Each record that follows should be repeated exactly, with no pictures carried over.

═══

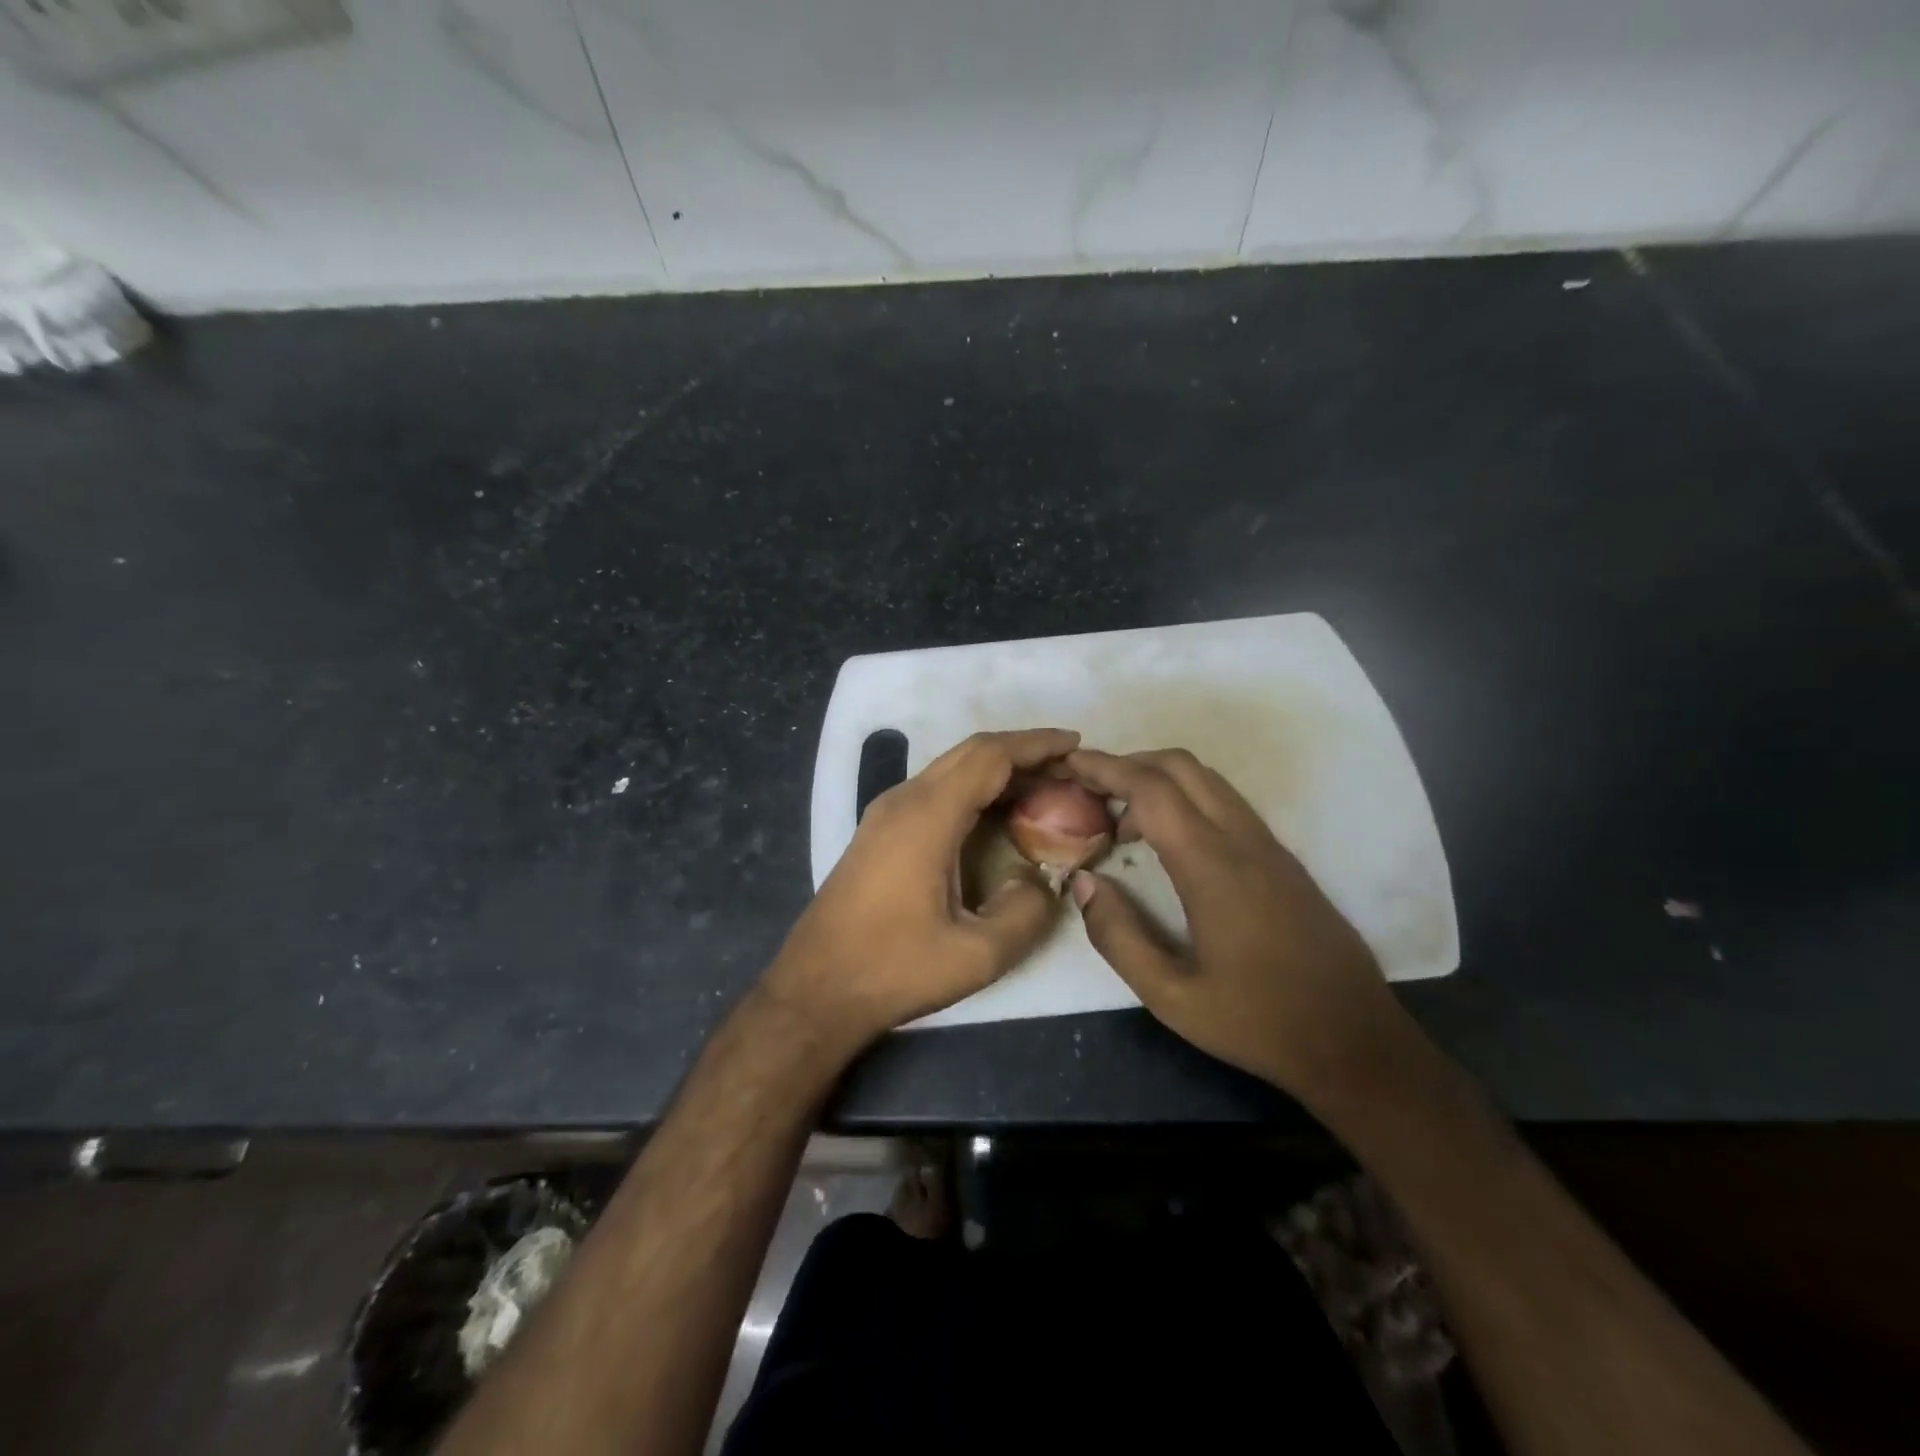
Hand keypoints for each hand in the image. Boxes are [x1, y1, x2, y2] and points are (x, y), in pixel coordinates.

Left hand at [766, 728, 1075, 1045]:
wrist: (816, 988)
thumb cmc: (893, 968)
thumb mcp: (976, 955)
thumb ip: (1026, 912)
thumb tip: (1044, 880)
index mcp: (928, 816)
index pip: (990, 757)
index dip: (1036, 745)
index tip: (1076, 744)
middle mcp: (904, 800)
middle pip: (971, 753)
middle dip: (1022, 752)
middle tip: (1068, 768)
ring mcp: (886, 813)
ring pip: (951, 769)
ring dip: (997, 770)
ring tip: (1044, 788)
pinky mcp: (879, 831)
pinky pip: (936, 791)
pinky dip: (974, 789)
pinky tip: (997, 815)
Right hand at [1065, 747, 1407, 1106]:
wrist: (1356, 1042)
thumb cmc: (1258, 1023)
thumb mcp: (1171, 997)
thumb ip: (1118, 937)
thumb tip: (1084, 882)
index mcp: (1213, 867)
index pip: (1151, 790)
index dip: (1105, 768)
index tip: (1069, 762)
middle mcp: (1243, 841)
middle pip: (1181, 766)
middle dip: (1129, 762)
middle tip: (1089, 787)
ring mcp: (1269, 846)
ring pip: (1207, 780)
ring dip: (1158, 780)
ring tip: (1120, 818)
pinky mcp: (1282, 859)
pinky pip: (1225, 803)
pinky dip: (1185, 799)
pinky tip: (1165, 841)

═══

EXERCISE OUTPUT ->
Hand keypoints for each hand in the image. Boxes are [x1, y1, x2, y2] and points are (x, y), in pixel coordinates.

Left hand at [766, 728, 1075, 1045]:
wrist: (816, 988)
thumb cmc: (893, 968)
thumb mcp: (976, 955)
thumb ip: (1026, 912)
thumb tip: (1044, 880)
index mcp: (928, 816)
index pip: (990, 757)
index dip: (1036, 745)
index tip: (1076, 744)
middle mcp: (904, 800)
middle pip: (971, 753)
middle dip: (1022, 752)
middle tip: (1068, 768)
ring mcp: (886, 813)
ring pip: (951, 769)
ring dip: (997, 770)
ring tip: (1044, 788)
pinky mcp: (879, 831)
pinky pip: (936, 791)
pinky dip: (974, 789)
pinky tip: (997, 815)
Right hand at [1065, 747, 1407, 1106]:
wrist: (1356, 1042)
thumb cmc: (1258, 1023)
thumb mcp: (1171, 997)
thumb ip: (1118, 937)
thumb tip: (1084, 882)
index mcp: (1213, 867)
index pip: (1151, 790)
index dip: (1105, 768)
index tip: (1069, 762)
middle mcp: (1243, 841)
middle pip: (1181, 766)
middle dip: (1129, 762)
middle tip: (1089, 787)
ring mcp: (1269, 846)
ring pip: (1207, 780)
ring dip: (1158, 780)
ring tip: (1120, 818)
pinky mcp: (1282, 859)
pinky pip: (1225, 803)
pinky dip: (1185, 799)
pinky tip: (1165, 841)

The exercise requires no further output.